Complete step by step answer:
This problem can be solved by finding the respective accelerations of the center of mass for both the cases, slipping and rolling of the ring. Then, we can relate this acceleration with the time taken for the displacement by using the equation of motion for constant acceleration. Therefore, we can get the required ratio.
Therefore, let us analyze the question.
Let the mass of the ring be $M$ and its radius be $R$.
Let the incline angle be $\theta $ and the distance, covered by the ring in both cases be $s$.
Let the time of motion of the ring for slipping (translational motion) and rolling(rotational motion) be ${{t}_{1}}$ and ${{t}_{2}}$ respectively.

Let the acceleration of the center of mass in the case of slipping (translational motion) and rolling (rotational motion) be ${{a}_{1}}$ and ${{a}_{2}}$ respectively.
For a body moving down a smooth incline of angle $\theta $, the acceleration $a$ is
$a=g\sin \theta $ --(1)
where $g$ is the acceleration due to gravity.
For a body rolling down a rough incline of angle $\theta $, the acceleration $a$ is
$a=\dfrac{g\sin \theta }{1+\dfrac{I}{M{{R}^{2}}}}$ --(2)
where $g$ is the acceleration due to gravity, $I$ is its moment of inertia about an axis perpendicular to the acceleration, $M$ is the mass of the body and $R$ is the radius of cross section of the body.

Since, the body is a thin circular ring, the moment of inertia about the axis perpendicular to the plane will be $I=M{{R}^{2}}$ --(3)
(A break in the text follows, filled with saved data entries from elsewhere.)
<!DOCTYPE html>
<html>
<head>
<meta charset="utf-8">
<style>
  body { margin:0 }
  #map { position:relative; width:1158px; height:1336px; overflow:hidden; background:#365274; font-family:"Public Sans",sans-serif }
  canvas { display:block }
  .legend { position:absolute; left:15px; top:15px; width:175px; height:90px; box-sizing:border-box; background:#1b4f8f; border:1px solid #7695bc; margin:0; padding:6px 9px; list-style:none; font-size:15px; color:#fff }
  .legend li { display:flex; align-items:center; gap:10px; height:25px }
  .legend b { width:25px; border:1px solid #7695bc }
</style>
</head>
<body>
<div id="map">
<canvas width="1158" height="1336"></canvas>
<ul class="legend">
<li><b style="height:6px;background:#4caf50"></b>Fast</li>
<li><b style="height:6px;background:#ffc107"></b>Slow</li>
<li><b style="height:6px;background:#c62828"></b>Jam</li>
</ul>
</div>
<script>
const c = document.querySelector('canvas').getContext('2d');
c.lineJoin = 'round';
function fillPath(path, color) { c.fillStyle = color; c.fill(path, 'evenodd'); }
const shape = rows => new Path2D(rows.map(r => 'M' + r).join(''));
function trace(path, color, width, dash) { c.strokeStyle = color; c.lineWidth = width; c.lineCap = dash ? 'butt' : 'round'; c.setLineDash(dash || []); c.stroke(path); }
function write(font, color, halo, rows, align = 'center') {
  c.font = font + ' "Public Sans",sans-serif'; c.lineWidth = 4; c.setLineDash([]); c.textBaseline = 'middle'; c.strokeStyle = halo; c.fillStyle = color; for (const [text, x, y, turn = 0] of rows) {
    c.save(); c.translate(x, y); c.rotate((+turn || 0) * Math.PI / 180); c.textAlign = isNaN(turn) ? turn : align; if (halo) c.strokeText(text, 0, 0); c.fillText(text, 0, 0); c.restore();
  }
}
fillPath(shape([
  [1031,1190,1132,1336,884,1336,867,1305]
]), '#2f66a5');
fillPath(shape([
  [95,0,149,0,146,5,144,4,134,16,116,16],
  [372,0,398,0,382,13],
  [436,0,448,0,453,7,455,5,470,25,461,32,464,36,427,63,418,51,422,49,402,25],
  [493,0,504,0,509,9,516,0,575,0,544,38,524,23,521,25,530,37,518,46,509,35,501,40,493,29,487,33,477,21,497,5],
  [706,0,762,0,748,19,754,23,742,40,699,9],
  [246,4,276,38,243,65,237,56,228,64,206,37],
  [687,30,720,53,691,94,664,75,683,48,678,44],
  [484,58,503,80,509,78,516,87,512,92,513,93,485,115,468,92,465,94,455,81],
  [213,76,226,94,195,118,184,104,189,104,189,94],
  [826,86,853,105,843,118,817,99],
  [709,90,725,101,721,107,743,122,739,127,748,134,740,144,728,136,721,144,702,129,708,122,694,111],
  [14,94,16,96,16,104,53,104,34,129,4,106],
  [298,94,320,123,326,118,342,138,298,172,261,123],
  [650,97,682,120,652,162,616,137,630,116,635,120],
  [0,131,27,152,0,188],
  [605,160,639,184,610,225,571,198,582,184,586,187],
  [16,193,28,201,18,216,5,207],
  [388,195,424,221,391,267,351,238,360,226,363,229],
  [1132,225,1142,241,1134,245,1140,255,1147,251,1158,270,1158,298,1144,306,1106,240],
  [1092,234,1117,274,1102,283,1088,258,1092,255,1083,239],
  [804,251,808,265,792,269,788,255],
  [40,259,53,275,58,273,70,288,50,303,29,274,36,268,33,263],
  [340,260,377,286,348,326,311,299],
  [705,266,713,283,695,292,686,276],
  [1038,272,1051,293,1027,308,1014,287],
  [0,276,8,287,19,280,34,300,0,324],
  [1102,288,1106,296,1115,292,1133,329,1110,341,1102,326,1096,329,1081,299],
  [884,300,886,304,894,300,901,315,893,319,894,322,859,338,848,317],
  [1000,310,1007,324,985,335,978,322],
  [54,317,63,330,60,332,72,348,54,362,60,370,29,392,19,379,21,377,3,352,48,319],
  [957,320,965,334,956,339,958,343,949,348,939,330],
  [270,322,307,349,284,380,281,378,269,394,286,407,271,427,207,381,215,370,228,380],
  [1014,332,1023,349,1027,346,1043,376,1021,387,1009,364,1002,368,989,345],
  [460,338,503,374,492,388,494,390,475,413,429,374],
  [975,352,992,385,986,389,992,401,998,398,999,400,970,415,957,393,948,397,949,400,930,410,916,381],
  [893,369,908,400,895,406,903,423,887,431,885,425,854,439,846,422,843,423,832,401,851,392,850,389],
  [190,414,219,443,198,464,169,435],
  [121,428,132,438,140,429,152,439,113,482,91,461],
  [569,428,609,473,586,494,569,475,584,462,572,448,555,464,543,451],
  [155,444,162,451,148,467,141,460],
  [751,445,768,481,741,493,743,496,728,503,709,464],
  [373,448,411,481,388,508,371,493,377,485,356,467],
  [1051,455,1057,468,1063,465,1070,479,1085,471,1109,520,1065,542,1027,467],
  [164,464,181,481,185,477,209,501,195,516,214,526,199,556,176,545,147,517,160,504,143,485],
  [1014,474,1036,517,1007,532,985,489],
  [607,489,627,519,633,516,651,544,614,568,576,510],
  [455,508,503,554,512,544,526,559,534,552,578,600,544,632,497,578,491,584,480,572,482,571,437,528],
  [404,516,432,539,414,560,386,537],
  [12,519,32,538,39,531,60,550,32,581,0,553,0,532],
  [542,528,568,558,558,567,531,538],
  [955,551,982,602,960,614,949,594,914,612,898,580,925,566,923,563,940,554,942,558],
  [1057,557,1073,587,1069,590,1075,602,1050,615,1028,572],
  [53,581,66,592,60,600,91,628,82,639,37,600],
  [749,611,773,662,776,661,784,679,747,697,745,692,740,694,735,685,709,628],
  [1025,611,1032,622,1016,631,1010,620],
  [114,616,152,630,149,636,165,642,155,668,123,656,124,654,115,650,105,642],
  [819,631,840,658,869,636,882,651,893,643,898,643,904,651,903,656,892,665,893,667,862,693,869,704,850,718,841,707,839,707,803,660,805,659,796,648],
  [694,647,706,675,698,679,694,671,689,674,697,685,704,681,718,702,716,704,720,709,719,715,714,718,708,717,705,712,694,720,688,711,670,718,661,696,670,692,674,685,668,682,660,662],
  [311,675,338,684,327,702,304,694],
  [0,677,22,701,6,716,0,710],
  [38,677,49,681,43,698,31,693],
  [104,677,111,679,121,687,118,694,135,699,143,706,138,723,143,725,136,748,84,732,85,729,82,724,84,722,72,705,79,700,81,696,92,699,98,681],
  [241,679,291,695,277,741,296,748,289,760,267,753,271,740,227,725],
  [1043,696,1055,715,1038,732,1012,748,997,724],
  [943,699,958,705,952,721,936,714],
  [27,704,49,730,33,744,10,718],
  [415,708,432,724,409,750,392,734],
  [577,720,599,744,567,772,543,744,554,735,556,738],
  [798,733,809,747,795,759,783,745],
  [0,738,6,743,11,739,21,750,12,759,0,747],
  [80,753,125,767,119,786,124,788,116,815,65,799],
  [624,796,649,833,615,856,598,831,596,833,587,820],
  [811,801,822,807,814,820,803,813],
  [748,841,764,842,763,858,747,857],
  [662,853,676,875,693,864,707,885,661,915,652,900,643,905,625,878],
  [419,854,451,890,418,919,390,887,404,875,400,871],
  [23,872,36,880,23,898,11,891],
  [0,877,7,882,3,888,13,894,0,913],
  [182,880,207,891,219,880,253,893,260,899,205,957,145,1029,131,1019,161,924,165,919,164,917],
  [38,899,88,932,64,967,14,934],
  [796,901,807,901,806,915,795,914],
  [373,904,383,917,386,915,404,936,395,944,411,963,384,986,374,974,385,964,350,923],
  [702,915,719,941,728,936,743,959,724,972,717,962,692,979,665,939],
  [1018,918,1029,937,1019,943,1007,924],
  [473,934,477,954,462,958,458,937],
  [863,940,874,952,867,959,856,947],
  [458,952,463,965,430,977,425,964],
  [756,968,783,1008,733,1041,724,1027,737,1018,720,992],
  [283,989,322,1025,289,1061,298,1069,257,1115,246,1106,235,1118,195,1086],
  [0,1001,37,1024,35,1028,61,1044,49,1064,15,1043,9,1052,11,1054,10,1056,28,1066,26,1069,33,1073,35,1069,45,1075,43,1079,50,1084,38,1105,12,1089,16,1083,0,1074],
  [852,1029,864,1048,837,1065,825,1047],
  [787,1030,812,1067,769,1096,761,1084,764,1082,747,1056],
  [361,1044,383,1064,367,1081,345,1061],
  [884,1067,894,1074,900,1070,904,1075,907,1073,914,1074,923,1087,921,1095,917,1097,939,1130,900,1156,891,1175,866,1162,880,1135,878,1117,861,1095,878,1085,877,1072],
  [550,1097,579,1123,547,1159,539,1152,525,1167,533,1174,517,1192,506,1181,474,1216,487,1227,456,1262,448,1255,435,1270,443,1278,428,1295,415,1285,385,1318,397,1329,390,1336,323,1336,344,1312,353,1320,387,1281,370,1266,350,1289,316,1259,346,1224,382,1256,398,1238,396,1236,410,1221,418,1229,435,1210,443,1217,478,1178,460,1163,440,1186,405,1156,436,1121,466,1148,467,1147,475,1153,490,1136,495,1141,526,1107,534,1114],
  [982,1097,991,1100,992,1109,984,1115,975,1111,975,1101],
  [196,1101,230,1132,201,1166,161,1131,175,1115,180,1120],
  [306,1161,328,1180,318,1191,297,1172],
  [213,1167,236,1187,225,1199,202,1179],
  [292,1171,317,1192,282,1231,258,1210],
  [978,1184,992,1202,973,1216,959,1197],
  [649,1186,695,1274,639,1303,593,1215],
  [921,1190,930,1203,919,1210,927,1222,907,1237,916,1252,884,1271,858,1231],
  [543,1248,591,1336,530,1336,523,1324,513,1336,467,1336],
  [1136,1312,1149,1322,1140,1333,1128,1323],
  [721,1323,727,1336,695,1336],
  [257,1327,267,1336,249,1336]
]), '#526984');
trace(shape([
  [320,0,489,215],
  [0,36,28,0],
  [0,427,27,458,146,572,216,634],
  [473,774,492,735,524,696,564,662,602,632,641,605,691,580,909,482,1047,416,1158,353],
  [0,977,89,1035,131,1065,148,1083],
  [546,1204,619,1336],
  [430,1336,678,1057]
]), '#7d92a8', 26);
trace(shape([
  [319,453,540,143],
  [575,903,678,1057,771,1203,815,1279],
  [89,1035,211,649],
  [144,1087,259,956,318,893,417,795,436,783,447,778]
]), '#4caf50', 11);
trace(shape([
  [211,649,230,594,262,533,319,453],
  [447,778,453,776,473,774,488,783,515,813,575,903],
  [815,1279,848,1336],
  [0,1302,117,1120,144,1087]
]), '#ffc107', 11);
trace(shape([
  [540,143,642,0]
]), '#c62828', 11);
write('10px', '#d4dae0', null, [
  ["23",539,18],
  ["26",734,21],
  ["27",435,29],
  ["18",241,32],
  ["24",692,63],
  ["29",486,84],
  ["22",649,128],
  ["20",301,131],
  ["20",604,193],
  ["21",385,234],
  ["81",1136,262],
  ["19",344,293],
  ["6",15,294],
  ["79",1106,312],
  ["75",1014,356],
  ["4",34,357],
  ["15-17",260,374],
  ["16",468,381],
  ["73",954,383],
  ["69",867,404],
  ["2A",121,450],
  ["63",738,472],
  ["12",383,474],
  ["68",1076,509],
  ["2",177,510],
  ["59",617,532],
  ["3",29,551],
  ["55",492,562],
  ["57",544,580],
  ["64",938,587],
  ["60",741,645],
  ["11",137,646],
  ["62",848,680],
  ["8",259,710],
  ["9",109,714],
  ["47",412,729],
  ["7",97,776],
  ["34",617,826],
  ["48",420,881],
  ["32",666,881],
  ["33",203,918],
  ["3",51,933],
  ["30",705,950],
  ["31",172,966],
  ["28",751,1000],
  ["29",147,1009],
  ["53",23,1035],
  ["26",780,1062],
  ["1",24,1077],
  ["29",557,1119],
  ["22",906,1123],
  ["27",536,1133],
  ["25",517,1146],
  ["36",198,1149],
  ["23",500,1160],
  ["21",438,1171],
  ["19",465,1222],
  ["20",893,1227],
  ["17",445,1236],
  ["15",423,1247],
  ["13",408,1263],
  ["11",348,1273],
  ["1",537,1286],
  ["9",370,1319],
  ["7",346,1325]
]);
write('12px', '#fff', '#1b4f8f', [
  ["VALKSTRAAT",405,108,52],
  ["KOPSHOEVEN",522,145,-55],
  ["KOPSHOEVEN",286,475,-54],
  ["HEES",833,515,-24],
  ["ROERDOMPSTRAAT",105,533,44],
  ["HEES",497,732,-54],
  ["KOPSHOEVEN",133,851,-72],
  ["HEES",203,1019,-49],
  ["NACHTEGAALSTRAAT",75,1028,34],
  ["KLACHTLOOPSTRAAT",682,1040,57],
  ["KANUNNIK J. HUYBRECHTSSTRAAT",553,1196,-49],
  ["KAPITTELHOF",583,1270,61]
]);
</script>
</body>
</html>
Therefore, using (1), we get,
${{a}_{1}}=g\sin \theta $ -(4)
Using (2) and (3), we get,
${{a}_{2}}=\dfrac{g\sin \theta }{1+\dfrac{I}{M{{R}^{2}}}}=\dfrac{g\sin \theta }{1+\dfrac{M{{R}^{2}}}{M{{R}^{2}}}}=\dfrac{g\sin \theta }{1+1}=\dfrac{g\sin \theta }{2}$ --(5)
Now, for motion with constant acceleration,
$s=ut+\dfrac{1}{2}a{{t}^{2}}$ --(6)
where $s$ is the displacement of the body, $u$ is the initial velocity of the body, $a$ is the acceleration of the body and $t$ is the time period of the motion.
Using (4) and (6), we get,
$s=u{{t}_{1}}+\dfrac{1}{2}\left( g\sin \theta \right){{t}_{1}}^{2}$
Now, since, at the top of the incline, the body is considered to be at rest, $u=0$.
$\therefore s=0{{t}_{1}}+\dfrac{1}{2}\left( g\sin \theta \right){{t}_{1}}^{2}=\dfrac{g\sin \theta }{2}{{t}_{1}}^{2}$ --(7)
Similarly, using (5) and (6), we get,
$s=u{{t}_{2}}+\dfrac{1}{2}\left( \dfrac{g\sin \theta }{2} \right){{t}_{2}}^{2}$
Now, since, at the top of the incline, the body is considered to be at rest, $u=0$.
$\therefore s=0{{t}_{2}}+\dfrac{1}{2}\left( \dfrac{g\sin \theta }{2} \right){{t}_{2}}^{2}=\dfrac{g\sin \theta }{4}{{t}_{1}}^{2}$ --(8)
Now, since the displacement covered is the same, since the incline is geometrically identical, hence, we can equate (7) and (8). Therefore, equating, we get,
$\dfrac{g\sin \theta }{2}{{t}_{1}}^{2}=\dfrac{g\sin \theta }{4}{{t}_{2}}^{2}$
$\therefore \dfrac{{{t}_{1}}^{2}}{{{t}_{2}}^{2}}=\dfrac{\dfrac{g\sin \theta }{4}}{\dfrac{g\sin \theta }{2}}=\dfrac{2}{4}=\dfrac{1}{2}$
$\therefore {{\left( \dfrac{{{t}_{1}}}{{{t}_{2}}} \right)}^{2}}=\dfrac{1}{2}$
Square rooting both sides we get,
$\sqrt{{{\left( \dfrac{{{t}_{1}}}{{{t}_{2}}} \right)}^{2}}}=\sqrt{\dfrac{1}{2}}$
$\therefore \dfrac{{{t}_{1}}}{{{t}_{2}}}=\dfrac{1}{\sqrt{2}}$
Therefore, the required ratio is $\dfrac{1}{\sqrt{2}}$.
Hence, the correct option is C) $\dfrac{1}{\sqrt{2}}$.

Note: Students must be careful to write the correct value of the moment of inertia about the correct axis. The moment of inertia should be about the axis that is perpendicular to the plane of motion of the body. Writing the wrong value of moment of inertia will lead to a completely wrong answer, in general.
Students should also pay attention that rolling is not possible on a perfectly smooth surface. This is because the normal force and gravitational force for a uniform body passes through the center of mass and cannot provide a torque. However, on rough surfaces there is an extra force of friction, which can produce the necessary torque to initiate rolling.